The performance of flame retarding of silicone foam material proves to be an obstacle for its popularization and application. The physical characteristics of materials are worsened via the traditional methods of adding the flame retardants, the poisonous and harmful productions are released at the period of high-temperature or combustion. Therefore, the idea of flame retarding synergistically for the materials of silicone foam and thermosensitive microcapsules is firstly proposed. In this project, the key scientific problems are the mechanisms of released and controlled, and flame retarding of the core material in the microcapsules in the material of silicone foam. The detailed contents are as follows: (1) We produce the microcapsules with the performance of thermosensitive switch, establish the model of released and controlled for reaching the flame retarding of coordinated working with multiple core materials.(2) We capture the preparation method of the material of microcapsules silicone foam by study on the compatibility between the wall materials of microcapsule and the material of silicone foam, and the characteristics of targeted distribution for the wall material in the silicone foam. (3) We deduce the migration path of the core material and the kinetic mechanism of flame retarding as multiple scale for different materials of microcapsules silicone foam, to achieve the relationship between parameters (type of core material, microcapsule size, operating temperature of microcapsule, microcapsule numbers, cell structure, foam density, etc.) and the capabilities of flame retarding for the material of silicone foam. (4) A rapid detection method for the properties of flame retarding for the material of microcapsule silicone foam is established, and the optimized model is proposed to improve its performances of flame retarding. The results are vital worth in academic and engineering, which would benefit for the application and development of the material of silicone foam as flame retarding.
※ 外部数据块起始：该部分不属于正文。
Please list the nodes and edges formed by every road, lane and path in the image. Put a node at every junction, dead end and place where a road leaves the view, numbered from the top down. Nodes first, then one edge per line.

硅胶泡沫材料阻燃性能是制约其推广应用的瓶颈，传统的阻燃剂添加法会引起材料物理性能恶化、高温或燃烧时产生有毒有害物质，为此，开拓性提出温敏微胶囊协同阻燃思路。本项目主要针对微胶囊硅胶泡沫材料中微胶囊芯材的释控及其阻燃灭火机理等关键科学问题，开展如下研究：①研究制备具有温敏开关功能的微胶囊，建立其释控模型，揭示多类阻燃芯材微胶囊协同释控运行机制；②研究微胶囊壁材与硅胶泡沫材料的相容性及其在硅胶泡沫材料中的靶向分布特征，获得微胶囊靶向分布于硅胶泡沫材料的制备方法；③研究不同微胶囊硅胶泡沫材料的芯材迁移路径和多尺度阻燃灭火动力学机理，得到芯材类型、微胶囊尺寸、微胶囊动作温度、微胶囊数量、泡孔结构、泡沫密度等参数与硅胶泡沫材料阻燃性能的关系；④提出微胶囊硅胶泡沫材料阻燃性能快速检测方法，建立其性能优化模型，提高其阻燃性能。研究结果有利于推动阻燃硅胶泡沫的发展和应用，具有重要学术和工程应用价值。
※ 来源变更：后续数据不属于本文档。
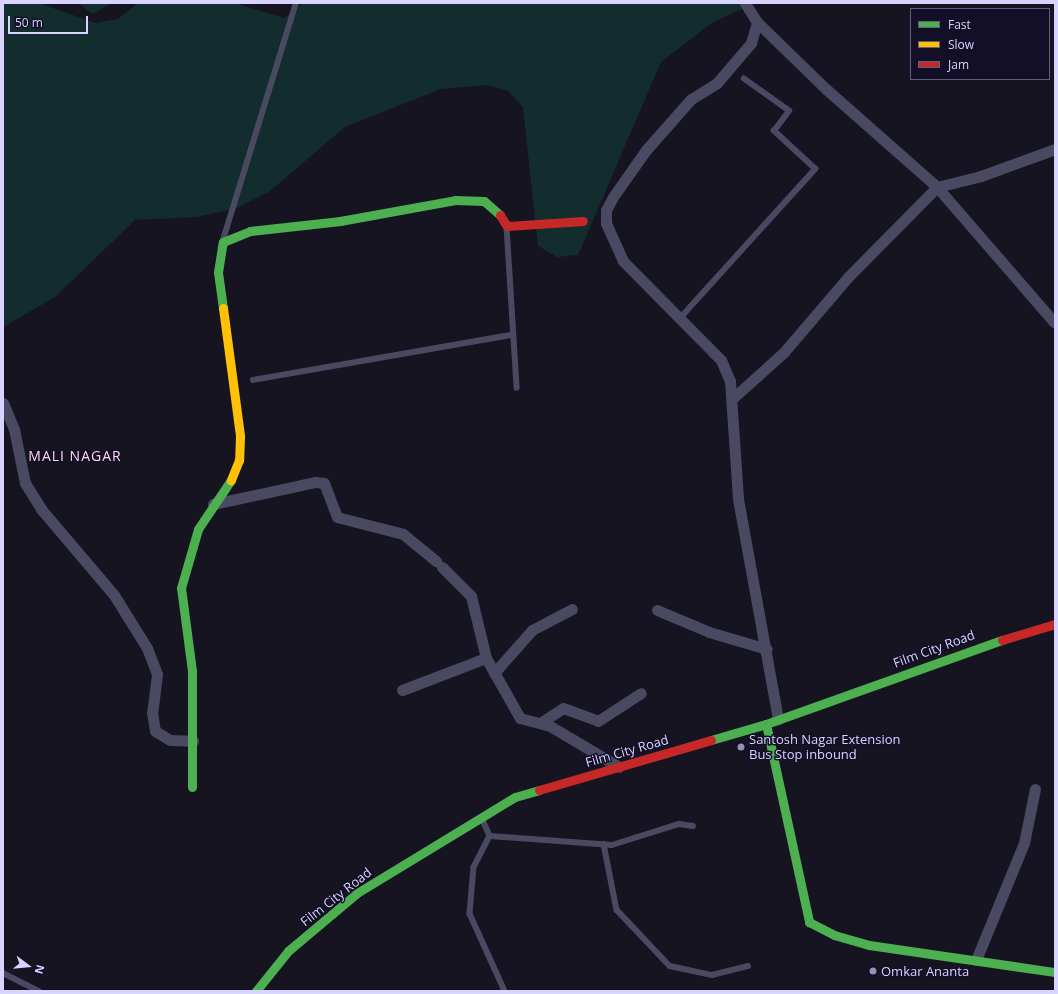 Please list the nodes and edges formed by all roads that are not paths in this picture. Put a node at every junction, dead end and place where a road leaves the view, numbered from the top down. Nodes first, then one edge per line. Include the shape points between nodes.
1 (296, 3) edge
2 (745, 3) edge
3 (757, 22) junction
4 (744, 79) dead end
5 (1055, 148) edge
6 (937, 187) junction
7 (583, 221) dead end
8 (506, 226) junction
9 (222, 242) junction
10 (681, 317) junction
11 (1054, 322) dead end
12 (511, 335) junction
13 (253, 380) dead end
14 (517, 388) dead end
15 (733, 398) junction
16 (3, 403) edge
17 (212, 504) junction
18 (572, 609) dead end
19 (657, 610) dead end
20 (1055, 624) edge
21 (767, 649) junction
22 (486, 658) junction
23 (494, 673) junction
24 (402, 690) dead end
25 (641, 693) dead end
26 (778, 719) junction
27 (540, 723) junction
28 (766, 724) junction
29 (193, 741) junction
30 (620, 767) junction
31 (192, 787) dead end
32 (1035, 789) dead end
33 (482, 818) junction
34 (693, 826) dead end
35 (490, 836) junction
36 (604, 844) junction
37 (976, 960) junction
38 (748, 966) dead end
39 (1055, 972) edge
40 (3, 973) edge
41 (39, 991) edge
42 (256, 991) edge
43 (505, 991) edge

1 - 9 lane
2 - 3 street
3 - 6 street via 826,89
3 - 10 street via 750,42 717,83 690,99 667,122 606,210 608,234 623,261
4 - 10 lane via 789,111 774,131 815,169
5 - 6 street via 981,176
6 - 11 street
6 - 15 street via 848,277 784,352
7 - 8 street
8 - 9 street via 497,210 484,201 455,200 340,221 250,231
8 - 12 lane
9 - 17 street via 218,272 240,436 239,460 231,481
10 - 15 street via 722,360
12 - 13 lane
12 - 14 lane
15 - 21 street via 738,499
16 - 29 street via 14,429 24,483 41,509 114,595 147,648 157,674 152,712 155,731 170,740
17 - 22 street via 316,482 324,483 337,517 403,534 439,564 471,596
17 - 29 street via 198,528 181,588 192,672
18 - 23 street via 532,630
19 - 21 street via 709,632
20 - 26 street, Film City Road via 980,646
21 - 26 street
22 - 23 street
22 - 24 street
23 - 27 street via 520,718
25 - 27 street via 598,721 563,708
26 - 28 street, Film City Road
27 - 30 street
28 - 30 street, Film City Road
28 - 37 street via 808,922 834,935 869,945
29 - 31 street
30 - 33 street, Film City Road via 515,798
32 - 37 street via 1024,843
33 - 35 lane
33 - 42 street, Film City Road via 357,893 288,951
34 - 36 lane via 679,824 612,845
35 - 36 lane
35 - 43 lane via 474,867 470,914
36 - 38 lane via 616,910 670,966 702,975
37 - 39 street
40 - 41 lane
传统提高硅橡胶泡沫（SiFs）材料阻燃抑烟的方法存在阻燃效率低、与硅橡胶基体相容性差、热解或燃烧后炭层松散等问题，制约其阻燃抑烟性能的提升。项目深入研究了微胶囊阻燃抑烟剂对SiFs材料性能的影响，揭示了微胶囊阻燃抑烟剂SiFs材料的阻燃抑烟机理。主要研究成果如下：优选出氢氧化铝（ATH）、锌镁铝类水滑石（LDHs）、甲基膦酸二甲酯（DMMP）和次磷酸铝（AHP）四种能较好提升SiFs材料阻燃抑烟性能的阻燃剂。采用溶胶凝胶法制备出微胶囊化ATH（MATH）和改性微胶囊化LDHs（MLDHs）；利用微流体技术制备出微胶囊化DMMP（MDMMP）；采用乳化法制备出微胶囊化AHP（MAHP）。四种复合阻燃剂均能在不降低SiFs材料力学性能同时，有效提高其阻燃抑烟性能。MATH/CC对SiFs材料的力学性能改善效果最为明显，其次是MAHP/改性MLDHs和改性MLDHs。分析了含微胶囊阻燃抑烟剂SiFs材料的热氧分解过程、热降解挥发产物、炭渣结构和炭渣成分。结合材料的燃烧和分解性能，分析了MATH/CC、改性MLDHs、MDMMP/MATH和MAHP/改性MLDHs在SiFs材料凝聚相和气相阻燃抑烟中所起的作用，揭示了协同阻燃抑烟机理。四种复合阻燃剂中，MAHP/改性MLDHs添加量最少，但其热释放量（THR）和火灾增长指数（FGI）最小，火灾安全性能最优。研究结果对提高SiFs材料的火安全性能具有重要的意义。.在国内外学术期刊共发表学术论文21篇，第一资助18篇，第二资助3篇。其中，SCI检索9篇，EI检索6篇，中文核心6篇。授权发明专利5件，受理发明专利5件，培养学术骨干3名。